Two stories and both left an impression on me long before the term ‘The Great Resignation’ began making waves. Last month, my housemate left a well-paying job, his friends and a familiar life to move to an unknown country, join a startup and take a pay cut – all because he decided something needed to change. In the second case, a casual encounter led to a conversation with someone who quit his very well-paying job to work for the church. He, again, was moving to a different country and decided to turn his day job into a side gig and side gig into day job; even if it meant giving up on the fat paycheck. These two form a tiny subset of similar stories taking the world by storm.
The past year and a half made us question our life choices like never before. In 2020, I had the good fortune of being able to implement long-planned changes, but for many; the time is now. Countless of current coffee chats revolve around wondering what life would look like if we never stepped into an office again. What if we didn’t work 60-hour weeks? Many have had the chance to witness life without the daily commute and with lower rents. If there was ever a time to imagine a life different from the one we were living in, it was 2020.
Come 2021, while much of it still looks like 2020, we have begun to find answers to our questions. And in some ways, the answers manifest as what we are witnessing today as ‘The Great Resignation’. As Tsedal Neeley, a professor at Harvard Business School and author of the book Remote Work Revolution: Succeeding From Anywhere says, “We have changed. Work has changed. The way we think about time and space has changed.”
As the world reopens, a combination of self-realization, pent up resignations, increased open roles and competitive pay has all whipped together a massive hurricane. As people begin to walk out the door, it’s time for organizations to answer the very same questions our employees have been asking themselves. What would the world look like if they didn’t have to work 60-hour weeks? What if they never needed to step into an office again? What if they didn’t have to pay 50% of their pay as rent and could live anywhere in the world?

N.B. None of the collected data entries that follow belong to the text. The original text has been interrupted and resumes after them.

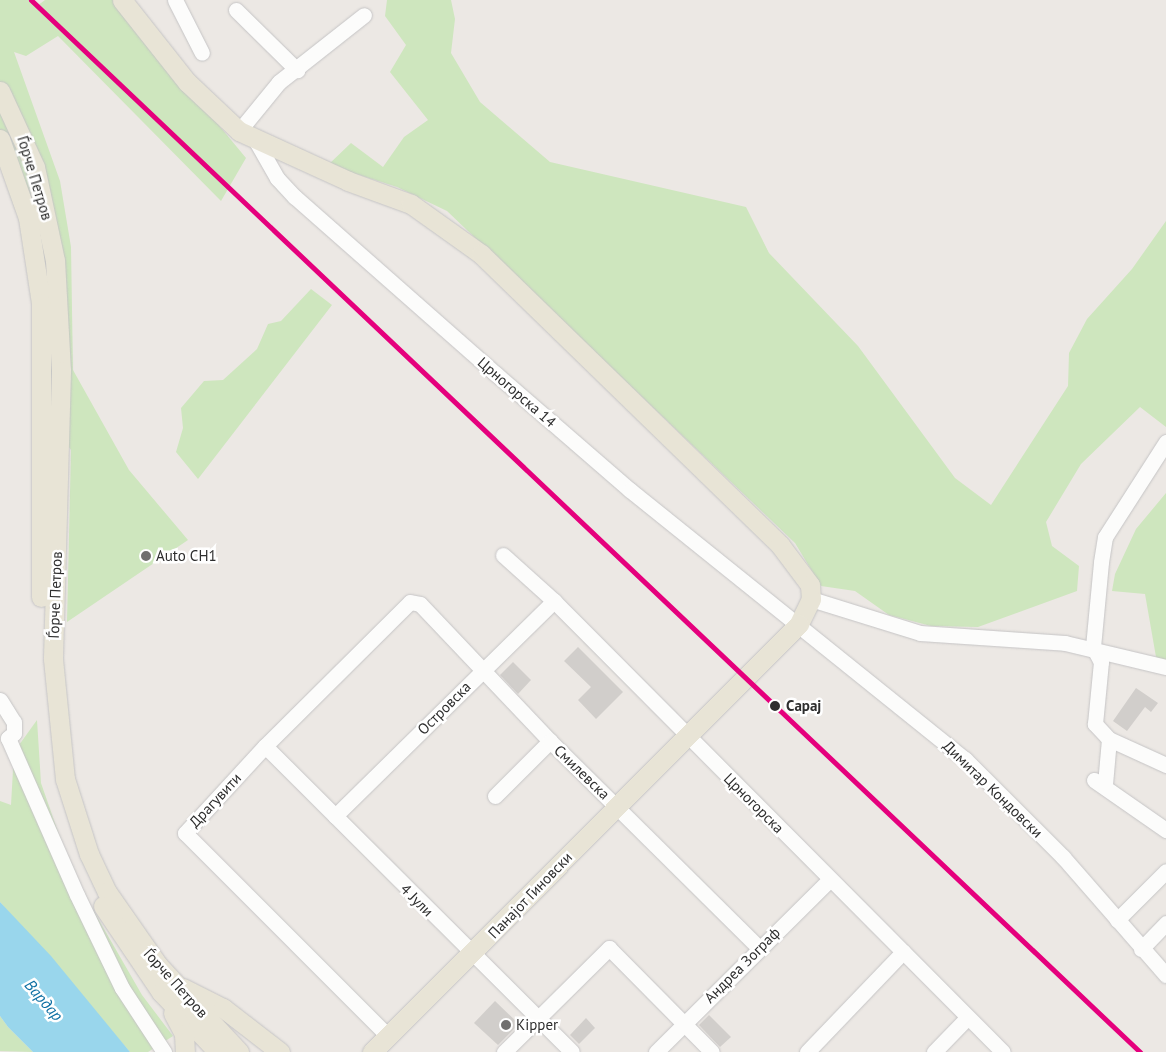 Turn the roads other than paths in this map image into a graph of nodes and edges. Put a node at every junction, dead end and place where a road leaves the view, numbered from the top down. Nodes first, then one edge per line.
1 (122, 0) edge
2 (175, 0) edge
3 (236, 10) dead end
4 (364, 15) dead end
5 (202, 53) dead end
6 (297, 70) junction
7 (0, 91) edge
8 (239, 131) junction
9 (0, 139) edge
10 (256, 141) junction
11 (1166, 442) edge
12 (503, 555) dead end
13 (811, 599) junction
14 (554, 601) junction
15 (406, 607) joint
16 (799, 624) junction
17 (1093, 647) junction
18 (1166, 668) edge
19 (482, 670) junction
20 (0, 700) edge
21 (4, 732) edge
22 (687, 737) junction
23 (1109, 739) junction
24 (550, 741) junction
25 (265, 746) junction
26 (1166, 765) edge
27 (495, 796) dead end
28 (617, 806) junction
29 (335, 816) junction
30 (1166, 830) edge
31 (1166, 871) edge
32 (830, 878) junction
33 (1117, 920) junction
34 (1166, 923) edge
35 (759, 948) junction
36 (1141, 949) junction
37 (903, 952) junction
38 (472, 955) junction
39 (1166, 976) edge
40 (169, 989) junction
41 (967, 1018) junction
42 (538, 1019) junction
43 (684, 1023) junction
44 (388, 1036) junction
45 (222, 1049) edge
46 (164, 1052) edge
47 (185, 1052) edge
48 (280, 1052) edge
49 (372, 1052) edge
50 (504, 1052) edge
51 (572, 1052) edge
52 (656, 1052) edge
53 (712, 1052) edge
54 (807, 1052) edge
55 (934, 1052) edge
56 (1004, 1052) edge

1 - 8 main road
2 - 5 street
3 - 6 street
4 - 6 street
6 - 8 street
7 - 40 main road, Ѓорче Петров
8 - 10 main road
9 - 40 main road, Ѓорче Петров
10 - 13 main road
10 - 16 street, Црногорска 14
11 - 17 street
12 - 14 street, Црногорска
13 - 16 main road, Панајот Гиновски
13 - 17 street
14 - 19 street, Островска
14 - 22 street, Црногорска
15 - 19 street, Смилевска
15 - 25 street, Драгувити
16 - 22 main road, Панајот Гиновски
16 - 33 street, Димитар Кондовски
17 - 18 street
17 - 23 street
19 - 24 street, Смилевска
19 - 29 street, Островска
20 - 21 street
21 - 46 street
22 - 28 main road, Панајот Гиновски
22 - 32 street, Црногорска
23 - 26 street
23 - 30 street
24 - 27 street
24 - 28 street, Смилевска
25 - 29 street, 4 Јули
25 - 44 street, Драгувити
28 - 35 street, Смилевска
28 - 38 main road, Панајот Гиновски
29 - 38 street, 4 Јули
31 - 33 street
32 - 35 street, Андреа Зограф
32 - 37 street, Црногорска
33 - 36 street, Димитар Кондовски
34 - 36 street
35 - 43 street, Андреа Зограф
36 - 39 street, Димитар Кондовски
37 - 41 street, Црногорска
37 - 54 street
38 - 42 street, 4 Јули
38 - 44 main road, Панајот Гиновски
40 - 45 main road, Ѓорче Петров
40 - 47 main road
40 - 48 main road
41 - 55 street
41 - 56 street, Црногорска
42 - 43 street
42 - 50 street
42 - 51 street, 4 Јули
43 - 52 street, Андреа Зограф
43 - 53 street
44 - 49 main road, Панајот Гиновски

The challenge in answering these questions is that they involve charting unfamiliar territory. This is not how work was done and any shift demands investment in both thought and capital. It involves writing a whole new book, not just a new chapter. It involves a high risk of failure. The safest path is to return to what worked and yet, when top talent leaves, that’s hardly an option. Hence enter, the perfect storm. I, like everyone else, at this point have more questions than answers. However, some things are evident. The trifecta of working five days a week in an office, not revamping compensation and long work hours will lead to failure. I am aware that as I say this; I am sitting at my work desk in an office. But that’s me and not representative of the majority.
Over the past six months, I have come to realize that work can effectively be done from anywhere. What organizations need to focus on is how to enable that and not how to entice people back into an office. What I am struggling to make peace with is why aren’t organizations changing the way they view work? Are they only looking at short-term stock market reactions or do they really care about more than just the balance sheet? Do they have the courage to look ten years into the future? How organizations pivot will answer that exact question.